== Input records ==
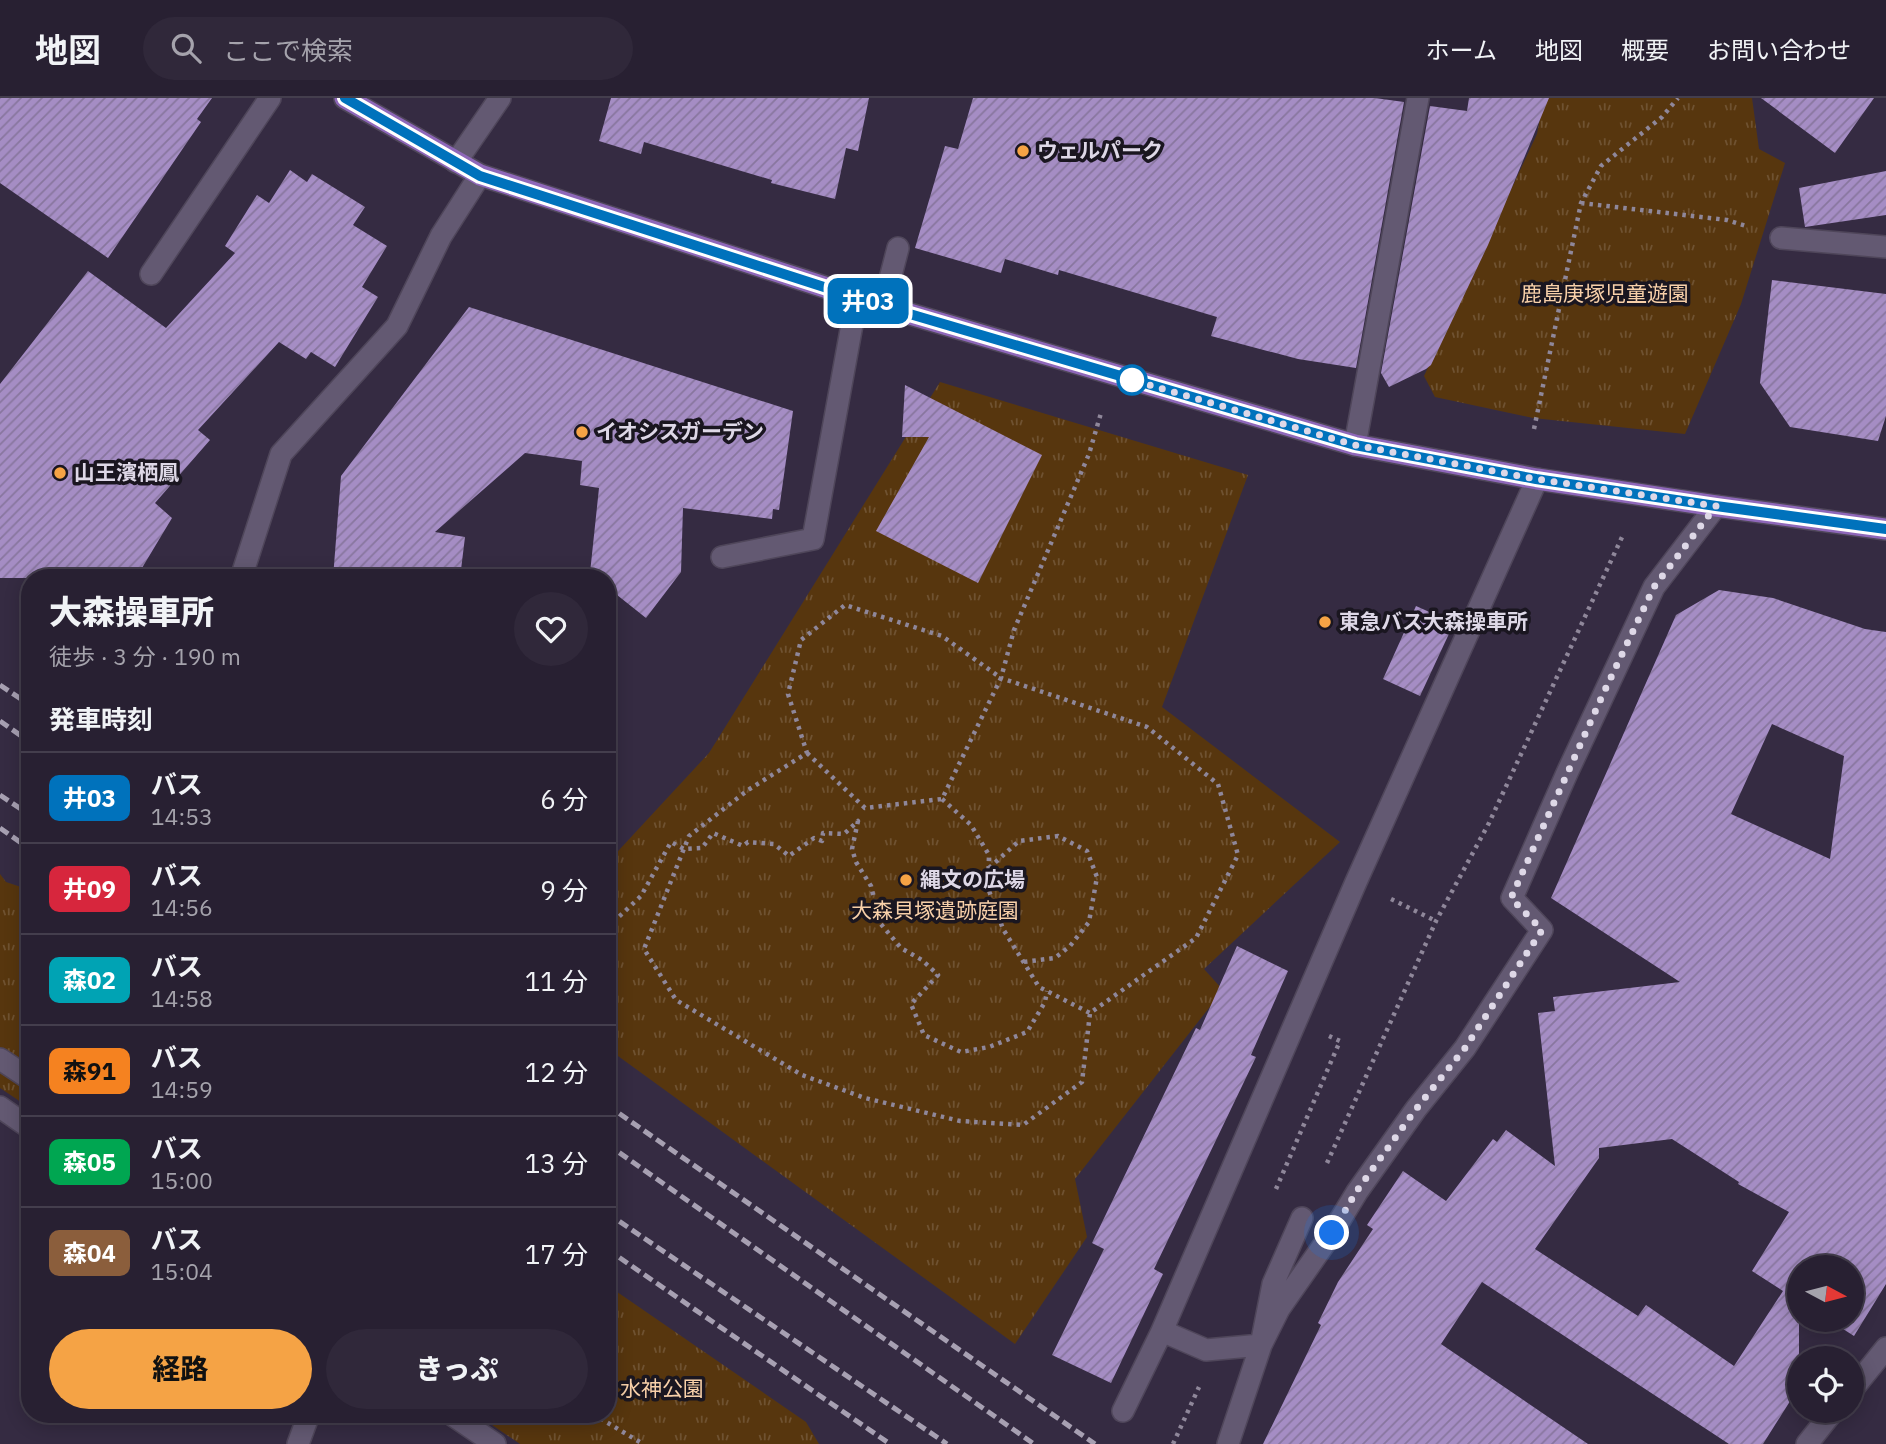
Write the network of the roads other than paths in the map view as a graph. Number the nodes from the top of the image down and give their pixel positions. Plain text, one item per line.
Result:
1 (270, 98) edge
2 (345, 98) edge
3 (500, 98) edge
4 (1418, 98) edge
5 (456, 162) junction
6 (480, 176) junction
7 (1781, 238) road end
8 (1886, 247) edge
9 (898, 248) dead end
10 (151, 274) dead end
11 (857, 297) junction
12 (883, 306) junction
13 (1355, 445) junction
14 (1536, 479) junction
15 (1716, 506) junction
16 (1886, 529) edge
17 (722, 557) dead end
18 (244, 569) edge
19 (0, 1059) edge
20 (21, 1073) edge
21 (0, 1107) edge
22 (21, 1122) edge
23 (1302, 1218) road end
24 (1162, 1332) junction
25 (1261, 1345) junction
26 (1886, 1348) edge
27 (1864, 1375) edge
28 (1123, 1411) dead end
29 (306, 1423) edge
30 (464, 1423) edge
31 (1824, 1423) edge
32 (298, 1444) edge
33 (495, 1444) edge
34 (1228, 1444) edge
35 (1807, 1444) edge

1 - 10 street
2 - 5 main road
3 - 5 street
4 - 13 street
5 - 6 main road
6 - 11 main road
6 - 18 street
7 - 8 street
9 - 12 street
11 - 12 main road
11 - 17 street
12 - 13 main road
13 - 14 main road
14 - 15 main road
14 - 24 street
15 - 16 main road
15 - 25 street
19 - 20 street
21 - 22 street
23 - 25 street
24 - 25 street
24 - 28 street
25 - 34 street
26 - 27 street
29 - 32 street
30 - 33 street
31 - 35 street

== What you need to do ==
Word for word, print out all of the records above; pass over the pictures.

== Result of this exercise ==
Write the network of the roads other than paths in the map view as a graph. Number the nodes from the top of the image down and give their pixel positions. Plain text, one item per line.
Result:
1 (270, 98) edge
2 (345, 98) edge
3 (500, 98) edge
4 (1418, 98) edge
5 (456, 162) junction
6 (480, 176) junction
7 (1781, 238) road end
8 (1886, 247) edge
9 (898, 248) dead end
10 (151, 274) dead end
11 (857, 297) junction
12 (883, 306) junction
13 (1355, 445) junction
14 (1536, 479) junction
15 (1716, 506) junction
16 (1886, 529) edge
17 (722, 557) dead end
18 (244, 569) edge
19 (0, 1059) edge
20 (21, 1073) edge
21 (0, 1107) edge
22 (21, 1122) edge
23 (1302, 1218) road end
24 (1162, 1332) junction
25 (1261, 1345) junction
26 (1886, 1348) edge
27 (1864, 1375) edge
28 (1123, 1411) dead end
29 (306, 1423) edge
30 (464, 1423) edge
31 (1824, 1423) edge
32 (298, 1444) edge
33 (495, 1444) edge
34 (1228, 1444) edge
35 (1807, 1444) edge

1 - 10 street
2 - 5 main road
3 - 5 street
4 - 13 street
5 - 6 main road
6 - 11 main road
6 - 18 street
7 - 8 street
9 - 12 street
11 - 12 main road
11 - 17 street
12 - 13 main road
13 - 14 main road
14 - 15 main road
14 - 24 street
15 - 16 main road
15 - 25 street
19 - 20 street
21 - 22 street
23 - 25 street
24 - 25 street
24 - 28 street
25 - 34 street
26 - 27 street
29 - 32 street
30 - 33 street
31 - 35 street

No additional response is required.